Obama is Finished

If being president entails the ability to legislate in order to promote a national project, then Obama’s tenure ended this past Tuesday. There is no turning back. From the very beginning of his first term, Obama has encountered a dishonest opposition whose explicit, and perhaps only goal has been to sabotage virtually every single initiative coming from the White House. Until Monday, that opposition controlled only the House of Representatives. On Tuesday, voters decided to give the Republican Party the keys to the Senate. The next Senate majority leader will be Mitch McConnell, who five years ago was cynical enough to affirm that, rather than acting as a firm yet honest opponent, he would throw all his efforts into preventing Obama’s reelection. Starting in January, Obama will have to attempt to negotiate with politicians who, like McConnell, have shown no interest whatsoever in finding common ground with the president. This will be even truer now. The situation is so dire that, were the U.S. a parliamentary democracy, Obama would already be packing his bags. Such is the extent of Democrats’ failure and Republicans’ victory.

How can we explain Tuesday’s defeat of Obama and his party? After all, the U.S. economy has slowly but surely been recovering. Only a few hours after the elections, competent authorities announced that unemployment in the U.S. had fallen to the lowest level since mid-2008. Healthcare reform — Obama’s token political legacy — had some problems at the beginning, but with the passing months has garnered momentum and acceptance. To date, 7.3 million people who did not have health insurance now do thanks to what is commonly known as Obamacare. Even gas prices have fallen. None of this seems to be enough. In several key states, inadequate wage recovery and other economic factors inherited from the shock of 2009 played a significant role. Some voters probably admonished Obama for his inept foreign policy, including his handling of the Islamic State, the migrant children’s crisis and even Ebola. In any case, propelled by the votes of a constituency that is mostly white, 45 years old and over—and mostly male—the Republican Party has seized control of the Senate and Congress.

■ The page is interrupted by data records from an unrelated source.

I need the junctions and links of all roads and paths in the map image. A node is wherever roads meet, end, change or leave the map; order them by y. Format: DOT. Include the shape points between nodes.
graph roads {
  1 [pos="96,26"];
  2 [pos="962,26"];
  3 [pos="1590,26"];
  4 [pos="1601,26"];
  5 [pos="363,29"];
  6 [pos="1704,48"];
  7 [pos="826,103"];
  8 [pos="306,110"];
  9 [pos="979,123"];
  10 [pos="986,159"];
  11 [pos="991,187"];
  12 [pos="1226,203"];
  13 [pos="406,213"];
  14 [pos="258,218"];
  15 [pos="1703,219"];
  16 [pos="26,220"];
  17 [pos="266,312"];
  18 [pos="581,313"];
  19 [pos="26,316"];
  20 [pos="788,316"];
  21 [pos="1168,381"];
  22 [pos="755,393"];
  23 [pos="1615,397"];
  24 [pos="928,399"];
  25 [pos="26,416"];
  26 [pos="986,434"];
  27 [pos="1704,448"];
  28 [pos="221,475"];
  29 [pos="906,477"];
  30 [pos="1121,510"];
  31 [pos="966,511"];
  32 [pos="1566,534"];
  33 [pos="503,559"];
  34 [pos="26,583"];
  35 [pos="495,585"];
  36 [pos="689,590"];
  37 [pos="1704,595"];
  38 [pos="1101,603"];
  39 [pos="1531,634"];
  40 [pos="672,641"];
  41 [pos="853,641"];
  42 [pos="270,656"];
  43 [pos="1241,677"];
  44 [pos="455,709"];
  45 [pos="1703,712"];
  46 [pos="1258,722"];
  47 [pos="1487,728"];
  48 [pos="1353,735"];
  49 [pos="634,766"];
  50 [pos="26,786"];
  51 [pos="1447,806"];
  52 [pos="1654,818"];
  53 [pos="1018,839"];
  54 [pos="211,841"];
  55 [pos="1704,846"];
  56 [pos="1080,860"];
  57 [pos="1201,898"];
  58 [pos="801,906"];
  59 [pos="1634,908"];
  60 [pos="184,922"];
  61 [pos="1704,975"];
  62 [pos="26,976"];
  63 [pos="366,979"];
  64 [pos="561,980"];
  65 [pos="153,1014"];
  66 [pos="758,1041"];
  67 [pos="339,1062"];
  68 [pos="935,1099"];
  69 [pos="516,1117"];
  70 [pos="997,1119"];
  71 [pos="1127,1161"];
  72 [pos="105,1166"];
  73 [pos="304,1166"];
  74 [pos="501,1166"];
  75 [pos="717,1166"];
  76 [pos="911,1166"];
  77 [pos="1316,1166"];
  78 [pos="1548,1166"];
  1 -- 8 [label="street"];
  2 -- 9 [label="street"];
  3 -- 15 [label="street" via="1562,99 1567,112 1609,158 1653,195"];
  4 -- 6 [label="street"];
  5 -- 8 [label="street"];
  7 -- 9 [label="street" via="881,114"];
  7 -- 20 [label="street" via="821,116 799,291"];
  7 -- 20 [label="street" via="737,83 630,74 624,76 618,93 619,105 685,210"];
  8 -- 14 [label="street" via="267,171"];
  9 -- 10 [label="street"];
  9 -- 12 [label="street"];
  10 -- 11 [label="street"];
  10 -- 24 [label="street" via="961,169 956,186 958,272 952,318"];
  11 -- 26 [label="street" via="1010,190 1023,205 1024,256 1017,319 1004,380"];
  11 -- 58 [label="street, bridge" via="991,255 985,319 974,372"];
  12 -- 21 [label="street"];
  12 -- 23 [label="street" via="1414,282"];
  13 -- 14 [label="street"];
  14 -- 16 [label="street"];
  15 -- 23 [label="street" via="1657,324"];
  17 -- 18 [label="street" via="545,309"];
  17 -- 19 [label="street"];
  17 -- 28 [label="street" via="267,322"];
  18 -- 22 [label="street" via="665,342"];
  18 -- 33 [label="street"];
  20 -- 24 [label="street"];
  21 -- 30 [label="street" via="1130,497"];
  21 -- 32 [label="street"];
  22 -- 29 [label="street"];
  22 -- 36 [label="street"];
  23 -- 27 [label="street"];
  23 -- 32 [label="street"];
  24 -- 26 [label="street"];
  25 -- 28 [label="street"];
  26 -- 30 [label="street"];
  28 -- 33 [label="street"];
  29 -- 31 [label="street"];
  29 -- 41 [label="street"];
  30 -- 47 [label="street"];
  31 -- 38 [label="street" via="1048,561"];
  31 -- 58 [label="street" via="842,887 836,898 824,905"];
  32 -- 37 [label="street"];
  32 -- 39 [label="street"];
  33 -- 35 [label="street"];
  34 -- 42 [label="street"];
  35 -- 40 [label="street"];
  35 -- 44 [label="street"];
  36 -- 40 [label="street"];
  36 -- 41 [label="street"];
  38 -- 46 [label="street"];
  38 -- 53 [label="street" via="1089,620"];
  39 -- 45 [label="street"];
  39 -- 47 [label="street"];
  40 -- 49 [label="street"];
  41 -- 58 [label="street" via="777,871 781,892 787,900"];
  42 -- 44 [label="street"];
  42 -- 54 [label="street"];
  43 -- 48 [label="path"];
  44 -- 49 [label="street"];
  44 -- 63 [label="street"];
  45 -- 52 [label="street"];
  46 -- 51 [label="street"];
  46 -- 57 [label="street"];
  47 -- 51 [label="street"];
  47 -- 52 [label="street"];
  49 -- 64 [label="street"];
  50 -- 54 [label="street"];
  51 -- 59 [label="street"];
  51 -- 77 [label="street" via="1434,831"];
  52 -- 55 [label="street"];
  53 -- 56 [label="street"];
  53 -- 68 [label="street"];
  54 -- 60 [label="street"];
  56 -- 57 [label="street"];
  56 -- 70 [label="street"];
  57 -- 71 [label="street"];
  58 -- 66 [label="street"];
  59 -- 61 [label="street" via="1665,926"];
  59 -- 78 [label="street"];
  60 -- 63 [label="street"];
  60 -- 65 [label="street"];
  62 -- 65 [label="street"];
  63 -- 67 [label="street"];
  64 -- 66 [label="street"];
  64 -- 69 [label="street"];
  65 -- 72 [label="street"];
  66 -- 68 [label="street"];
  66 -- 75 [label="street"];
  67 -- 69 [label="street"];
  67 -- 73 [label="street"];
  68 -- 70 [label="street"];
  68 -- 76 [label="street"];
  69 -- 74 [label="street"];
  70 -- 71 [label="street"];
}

The consequences will be diverse and immediate. It’s probable that Republicans will interpret Tuesday’s vote as an invitation to further radicalize themselves. They will do the impossible to annul health care reform. They will make Obama’s job difficult during annual budget discussions, in addition to blocking practically every single nomination to an important office. They will promote projects that Democrats, and environmentalists, have opposed for years, such as the Keystone pipeline. And, no doubt, they will strongly oppose any proposal that would resemble a comprehensive — sensible and humanitarian — immigration reform. There’s even the possibility that if the more radical sector of the party prevails, Republicans would initiate a legal battle to depose Obama; he has already been accused, without any basis, of abuse of power.

What is left for Obama? He still has the power of executive action, which would allow him, for instance, to provide temporary relief to millions of undocumented immigrants, a decision he will probably take in the next few weeks. That, however, is a small solace: No executive action has the power and scope of legislative reform.

These will be, in short, years of pitiful polarization in Washington. Yet this is exactly what voters — including those who went to polling stations and those who abstained — want. Sadly, Hispanics were among those who abstained; they represented 8 percent of those who voted, when they could have been much, much more. One hypothesis is that Latinos decided to chastise Obama for his record of deportations and, importantly, for delaying executive action to help the undocumented. No matter how understandable this may be, the decision to punish Obama could be interpreted, at best, as nonsensical. The only reason Obama has had to consider taking executive action is because Republicans in Congress have opted to block any reasonable immigration reform project. They — not Obama — are the ones truly responsible for gridlock. Their ability to charge Obama with the consequences of inaction represents a true magical illusion; it speaks well of Republicans’ cunning but badly of Hispanics’ political habits, badly of activists’ ability to counsel them and, inevitably, badly of the daily labor of all of us journalists working to inform them.